Search code examples
pythonapipandastwitter

How to create pandas dataframe from Twitter Search API?


I am working with the Twitter Search API which returns a dictionary of dictionaries. My goal is to create a dataframe from a list of keys in the response dictionary.

Example of API response here: Example Response

I have a list of keys within the Statuses dictionary

keys = ["created_at", "text", "in_reply_to_screen_name", "source"]

I would like to loop through each key value returned in the Statuses dictionary and put them in a dataframe with the keys as the columns.

Currently have code to loop through a single key individually and assign to list then append to dataframe but want a way to do more than one key at a time. Current code below:

#w is the word to be queired
w = 'keyword'
#count of tweets to return
count = 1000

#API call
query = twitter.search.tweets(q= w, count = count)

def data_l2 (q, k1, k2):

    data = []

    for results in q[k1]:
        data.append(results[k2])

    return(data)

screen_names = data_l3(query, "statuses", "user", "screen_name")

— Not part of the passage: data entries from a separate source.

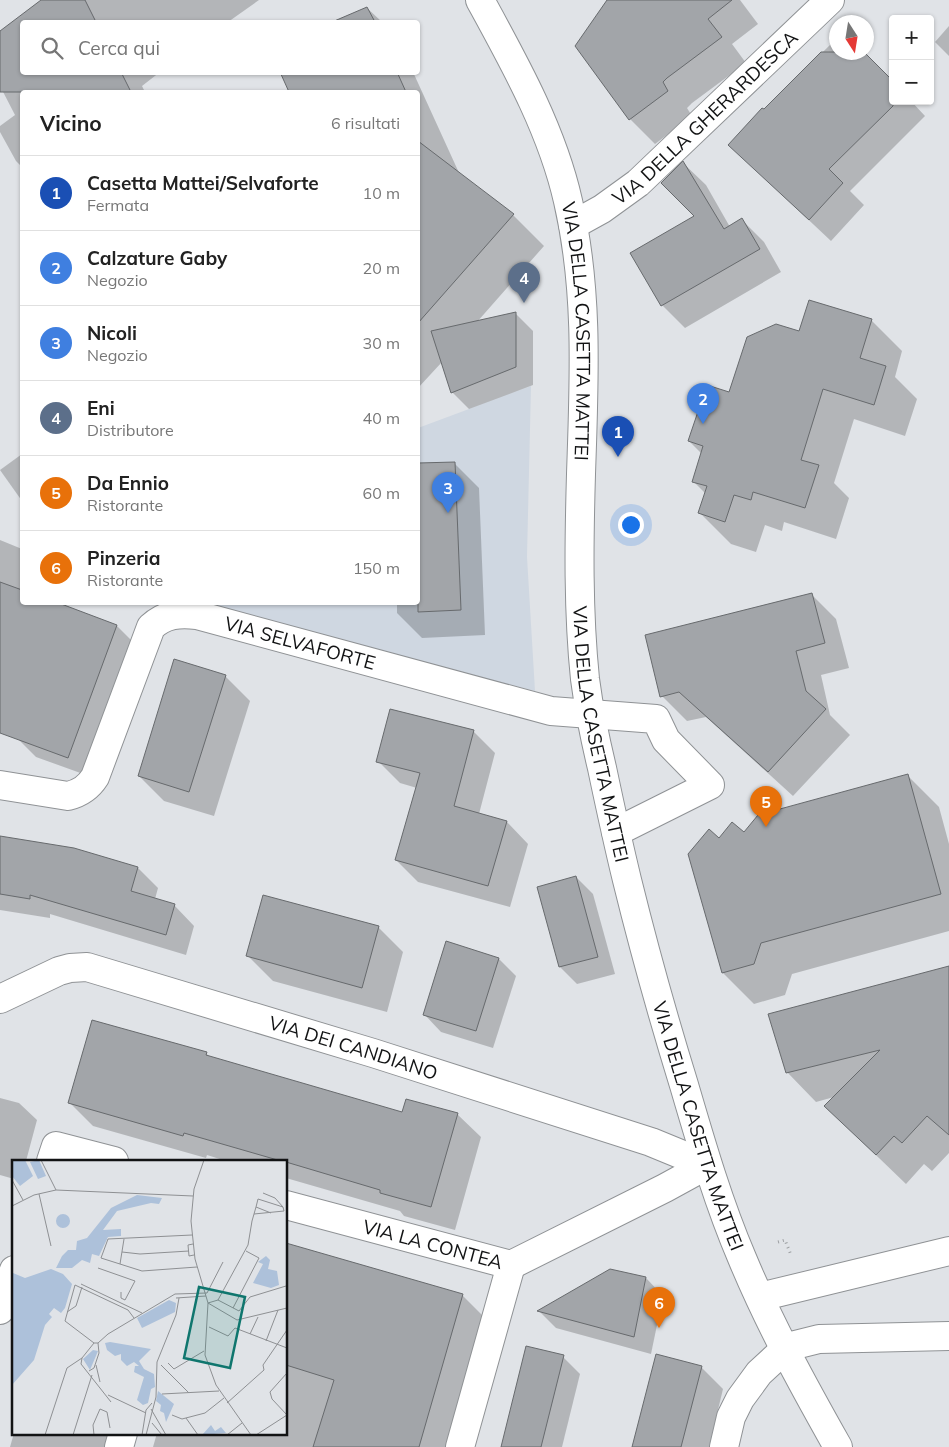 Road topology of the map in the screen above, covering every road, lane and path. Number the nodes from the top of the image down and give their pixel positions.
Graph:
1 (480, 0) edge
2 (830, 0) edge
3 (573, 226) junction
4 (590, 715) junction
5 (0, 785) edge
6 (616, 832) junction
7 (0, 1000) edge
8 (51, 1160) edge
9 (110, 1160) edge
10 (708, 1165) junction
11 (288, 1206) edge
12 (778, 1242) dead end
13 (949, 1251) edge
14 (792, 1256) dead end
15 (510, 1265) junction
16 (12, 1276) edge
17 (760, 1297) junction
18 (0, 1310) edge
19 (949, 1336) edge
20 (784, 1350) junction
21 (123, 1434) edge
22 (119, 1447) edge
23 (460, 1447) edge
24 (724, 1447) edge
25 (838, 1447) edge

1 - 3 street, VIA DELLA CASETTA MATTEI
2 - 3 street, VIA DELLA GHERARDESCA
3 - 4 street, VIA DELLA CASETTA MATTEI
4 - 5 street, VIA SELVAFORTE
4 - 6 street, VIA DELLA CASETTA MATTEI
4 - 6 street, VIA SELVAFORTE
6 - 10 street, VIA DELLA CASETTA MATTEI
7 - 10 street, VIA DEI CANDIANO
8 - 9 street
10 - 15 street, VIA LA CONTEA
10 - 17 street, VIA DELLA CASETTA MATTEI
11 - 15 street, VIA LA CONTEA
12 - 14 path
13 - 17 street
15 - 23 street
16 - 18 street
17 - 20 street, VIA DELLA CASETTA MATTEI
19 - 20 street
20 - 24 street
20 - 25 street, VIA DELLA CASETTA MATTEI
21 - 22 street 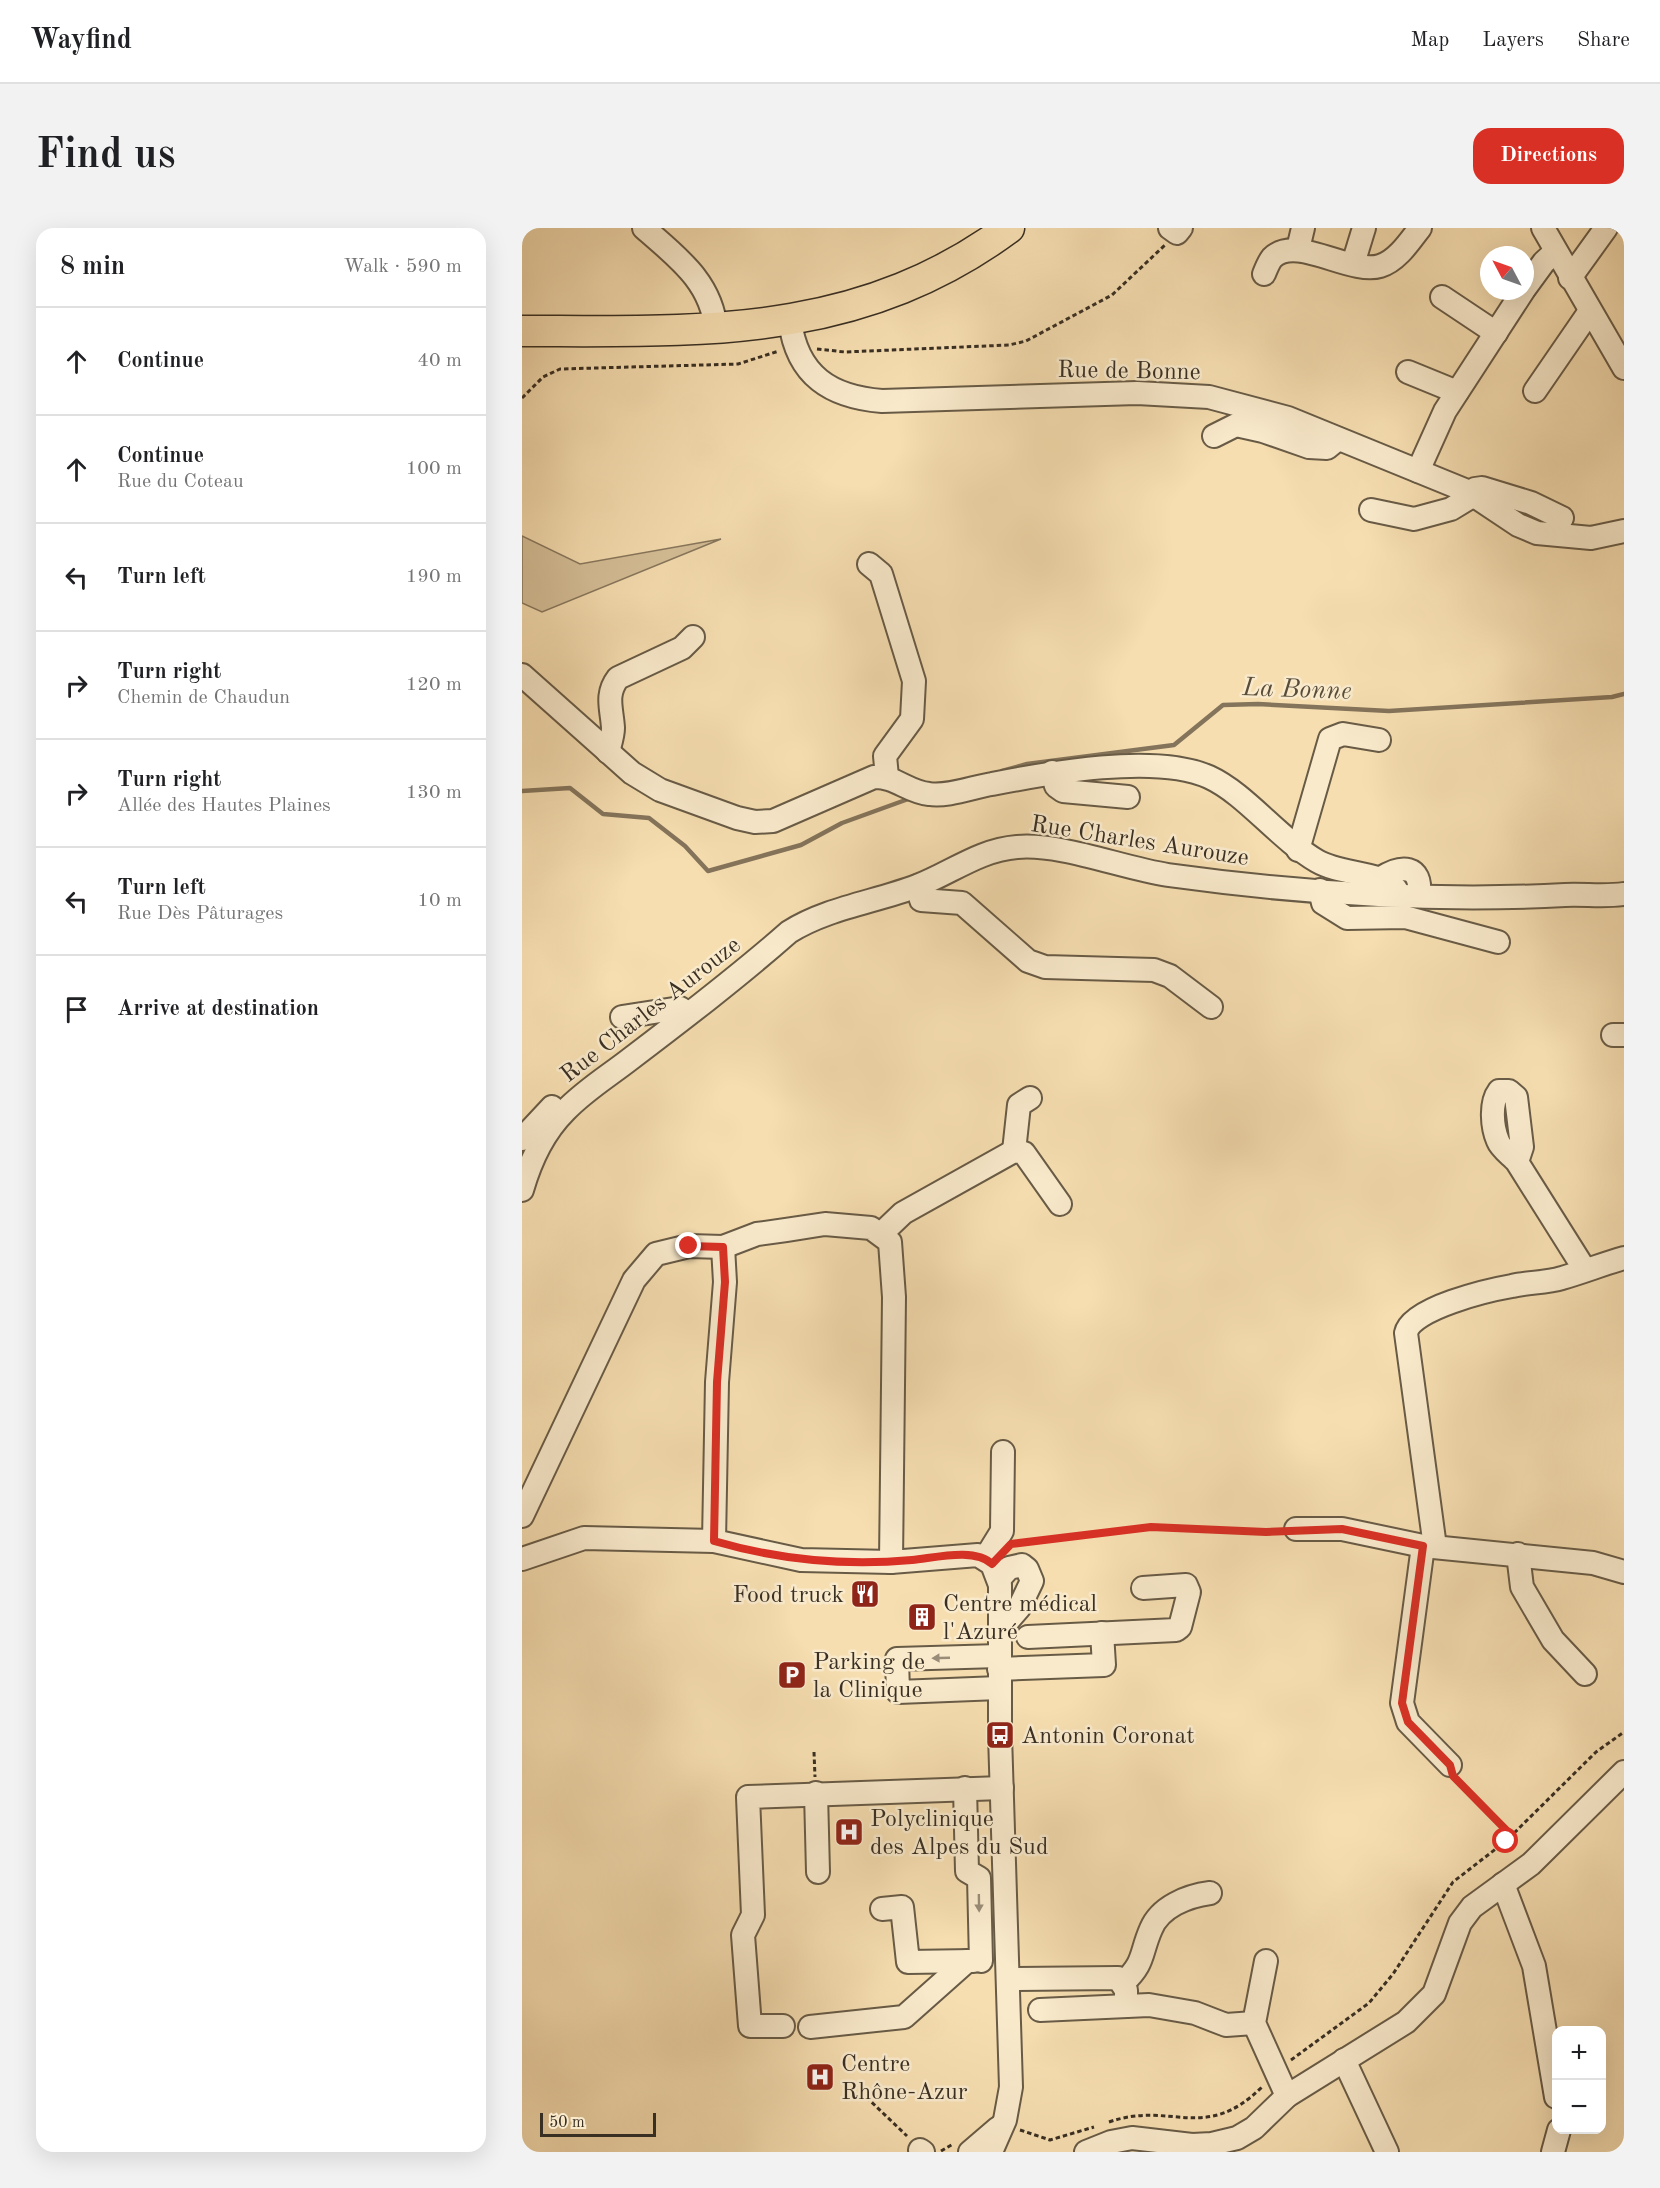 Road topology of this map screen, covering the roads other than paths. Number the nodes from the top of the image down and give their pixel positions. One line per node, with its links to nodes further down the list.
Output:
1 (644, 228): 17 (street)
2 (1009, 228): 16 (main road)
3 (1364, 228): 9 (street)
4 (1420, 228): 9 (street)
5 (1544, 228): 8 (street)
6 (1606, 228): 12 (street)
7 (1300, 239): 9 (street); 10 (street)
8 (1555, 252): 11 (street); 12 (street)
9 (1353, 264)
10 (1264, 274)
11 (1534, 276)
12 (1570, 278): 15 (street)
13 (1442, 297): 19 (street)
14 (1517, 300): 19 (street)
15 (1590, 311): 20 (street); 22 (street)
16 (800, 328): 17 (main road); 25 (street, Rue de Bonne)
17 (724, 329): 18 (main road)
18 (522, 331)
19 (1496, 333): 23 (street)
20 (1624, 368)
21 (1408, 372): 23 (street)
22 (1535, 391)
23 (1457, 392): 26 (street)
24 (1214, 436): 25 (street)
25 (1338, 439): 26 (street, Rue de Bonne)
26 (1418, 471): 27 (street, Rue de Bonne)
27 (1471, 493): 28 (street); 29 (street); 30 (street, Rue de Bonne)
28 (1371, 510)
29 (1562, 519)
30 (1624, 531)
31 (869, 564): 37 (street)
32 (693, 637): 35 (street)
33 (522, 675): 35 (street)
34 (1379, 740): 39 (street)
35 (608, 752): 37 (street)
36 (1052, 772): 37 (street); 38 (street); 39 (street)
37 (887, 777)
38 (1128, 797)
39 (1298, 850): 42 (street)
40 (918, 886): 41 (street, Rue Charles Aurouze); 45 (street); 46 (street, Rue Charles Aurouze)
41 (1320, 890): 42 (street, Rue Charles Aurouze); 44 (street)
42 (1409, 894): 43 (street, Rue Charles Aurouze)
43 (1624, 894)
44 (1498, 942)
45 (1211, 1007)
46 (687, 1013): 47 (street); 48 (street, Rue Charles Aurouze)
47 (622, 1017)
48 (615, 1070): 50 (street); 53 (street, Rue Charles Aurouze)
49 (1030, 1098): 51 (street)
50 (522, 1139)
51 (1014, 1151): 54 (street); 55 (street)
52 (1517, 1162): 58 (street)
53 (522, 1190)
54 (1060, 1204)
55 (881, 1234): 56 (street); 66 (street)
56 (723, 1247): 60 (street); 62 (street)
57 (1624, 1258): 58 (street)
58 (1585, 1270): 63 (street)
59 (1003, 1452): 67 (street)
60 (522, 1516)
61 (1296, 1529): 63 (street)
62 (714, 1541): 65 (street); 66 (street)
63 (1429, 1547): 64 (street); 75 (street)
64 (1518, 1554): 68 (street); 74 (street)
65 (522, 1559)
66 (891, 1562): 67 (street)
67 (992, 1567): 70 (street); 70 (street)
68 (1624, 1572)
69 (1143, 1588): 71 (street)
70 (999, 1631): 73 (street)
71 (1102, 1633): 72 (street); 73 (street)
72 (1028, 1637)
73 (999, 1671): 78 (street)
74 (1585, 1674)
75 (1450, 1765)
76 (1621, 1780): 81 (street)
77 (965, 1788): 78 (street); 79 (street); 84 (street, one-way to 84)
78 (1002, 1788): 86 (street)
79 (816, 1793): 80 (street); 91 (street)
80 (818, 1872)
81 (1503, 1884): 93 (street); 94 (street)
82 (1210, 1893): 87 (street)
83 (882, 1909): 84 (street)
84 (974, 1961): 86 (street); 92 (street)
85 (1266, 1961): 90 (street)
86 (1008, 1970): 87 (street); 96 (street)
87 (1123, 1983): 88 (street)
88 (1126, 2006): 89 (street); 90 (street)
89 (1040, 2010)
90 (1254, 2023): 95 (street)
91 (783, 2026)
92 (810, 2027)
93 (1344, 2060): 95 (street); 101 (street)
94 (1554, 2080)
95 (1287, 2096): 100 (street)
96 (1005, 2120): 98 (street); 99 (street)
97 (1558, 2134): 102 (street)
98 (970, 2152)
99 (991, 2152)
100 (1086, 2152)
101 (1387, 2152)
102 (1553, 2152)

data = {'screen_names':screen_names,
       'tweets':tweets}
frame=pd.DataFrame(data)
frame

Solution

  • I will share a more generic solution that I came up with, as I was working with the Twitter API. Let's say you have the ID's of tweets that you want to fetch in a list called my_ids :

    # Fetch tweets from the twitter API using the following loop:
    list_of_tweets = []
    # Tweets that can't be found are saved in the list below:
    cant_find_tweets_for_those_ids = []
    for each_id in my_ids:   
        try:
            list_of_tweets.append(api.get_status(each_id))
        except Exception as e:
            cant_find_tweets_for_those_ids.append(each_id)
    

    Then in this code block we isolate the json part of each tweepy status object that we have downloaded and we add them all into a list....

    my_list_of_dicts = []
    for each_json_tweet in list_of_tweets:
        my_list_of_dicts.append(each_json_tweet._json)
    

    ...and we write this list into a txt file:

    with open('tweet_json.txt', 'w') as file:
            file.write(json.dumps(my_list_of_dicts, indent=4))
    

    Now we are going to create a DataFrame from the tweet_json.txt file (I have added some keys that were relevant to my use case that I was working on, but you can add your specific keys instead):

    my_demo_list = []
    with open('tweet_json.txt', encoding='utf-8') as json_file:  
        all_data = json.load(json_file)
        for each_dictionary in all_data:
            tweet_id = each_dictionary['id']
            whole_tweet = each_dictionary['text']
            only_url = whole_tweet[whole_tweet.find('https'):]
            favorite_count = each_dictionary['favorite_count']
            retweet_count = each_dictionary['retweet_count']
            created_at = each_dictionary['created_at']
            whole_source = each_dictionary['source']
            only_device = whole_source[whole_source.find('rel="nofollow">') + 15:-4]
            source = only_device
            retweeted_status = each_dictionary['retweeted_status'] = each_dictionary.get('retweeted_status', 'Original tweet')
            if retweeted_status == 'Original tweet':
                url = only_url
            else:
                retweeted_status = 'This is a retweet'
                url = 'This is a retweet'
    
            my_demo_list.append({'tweet_id': str(tweet_id),
                                 'favorite_count': int(favorite_count),
                                 'retweet_count': int(retweet_count),
                                 'url': url,
                                 'created_at': created_at,
                                 'source': source,
                                 'retweeted_status': retweeted_status,
                                })
            tweet_json = pd.DataFrame(my_demo_list, columns = ['tweet_id', 'favorite_count', 
                                                           'retweet_count', 'created_at',
                                                           'source', 'retweeted_status', 'url'])